Start of DATA RECORDS

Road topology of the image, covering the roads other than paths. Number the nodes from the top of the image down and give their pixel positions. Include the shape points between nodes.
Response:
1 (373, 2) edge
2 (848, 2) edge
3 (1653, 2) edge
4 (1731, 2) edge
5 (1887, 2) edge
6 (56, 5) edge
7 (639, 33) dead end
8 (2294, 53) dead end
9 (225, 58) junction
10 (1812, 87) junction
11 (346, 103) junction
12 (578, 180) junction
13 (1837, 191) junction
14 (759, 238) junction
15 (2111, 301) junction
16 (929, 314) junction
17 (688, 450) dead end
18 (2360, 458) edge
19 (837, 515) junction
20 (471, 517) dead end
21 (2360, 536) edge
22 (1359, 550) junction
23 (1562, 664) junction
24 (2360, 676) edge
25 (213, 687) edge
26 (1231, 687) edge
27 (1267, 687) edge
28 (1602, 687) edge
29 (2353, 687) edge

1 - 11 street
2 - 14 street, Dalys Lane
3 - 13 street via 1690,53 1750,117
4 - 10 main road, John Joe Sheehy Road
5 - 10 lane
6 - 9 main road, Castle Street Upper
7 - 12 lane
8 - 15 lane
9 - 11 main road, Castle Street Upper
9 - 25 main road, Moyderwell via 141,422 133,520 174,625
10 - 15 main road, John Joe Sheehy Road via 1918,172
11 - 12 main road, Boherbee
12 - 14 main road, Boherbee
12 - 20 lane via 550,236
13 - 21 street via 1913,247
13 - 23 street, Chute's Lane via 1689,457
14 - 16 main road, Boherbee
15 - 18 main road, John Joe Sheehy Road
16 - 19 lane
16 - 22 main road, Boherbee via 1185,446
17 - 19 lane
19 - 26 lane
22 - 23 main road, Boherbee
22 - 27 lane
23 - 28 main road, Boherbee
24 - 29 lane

End of DATA RECORDS

● **EXERCISE INSTRUCTIONS**: Write out every record above, word for word.

● **RESULT FOR THIS TASK**:
Road topology of the image, covering the roads other than paths. Number the nodes from the top of the image down and give their pixel positions. Include the shape points between nodes.
Response:
1 (373, 2) edge
2 (848, 2) edge
3 (1653, 2) edge
4 (1731, 2) edge
5 (1887, 2) edge
6 (56, 5) edge
7 (639, 33) dead end
8 (2294, 53) dead end
9 (225, 58) junction
10 (1812, 87) junction
11 (346, 103) junction
12 (578, 180) junction
13 (1837, 191) junction
14 (759, 238) junction
15 (2111, 301) junction
16 (929, 314) junction
17 (688, 450) dead end
18 (2360, 458) edge
19 (837, 515) junction
20 (471, 517) dead end
21 (2360, 536) edge
22 (1359, 550) junction
23 (1562, 664) junction
24 (2360, 676) edge
25 (213, 687) edge
26 (1231, 687) edge
27 (1267, 687) edge
28 (1602, 687) edge
29 (2353, 687) edge

1 - 11 street
2 - 14 street, Dalys Lane
3 - 13 street via 1690,53 1750,117
4 - 10 main road, John Joe Sheehy Road
5 - 10 lane
6 - 9 main road, Castle Street Upper
7 - 12 lane
8 - 15 lane
9 - 11 main road, Castle Street Upper
9 - 25 main road, Moyderwell via 141,422 133,520 174,625
10 - 15 main road, John Joe Sheehy Road via 1918,172
11 - 12 main road, Boherbee
12 - 14 main road, Boherbee
12 - 20 lane via 550,236
13 - 21 street via 1913,247
13 - 23 street, Chute's Lane via 1689,457
14 - 16 main road, Boherbee
15 - 18 main road, John Joe Sheehy Road
16 - 19 lane
16 - 22 main road, Boherbee via 1185,446
17 - 19 lane
19 - 26 lane
22 - 23 main road, Boherbee
22 - 27 lane
23 - 28 main road, Boherbee
24 - 29 lane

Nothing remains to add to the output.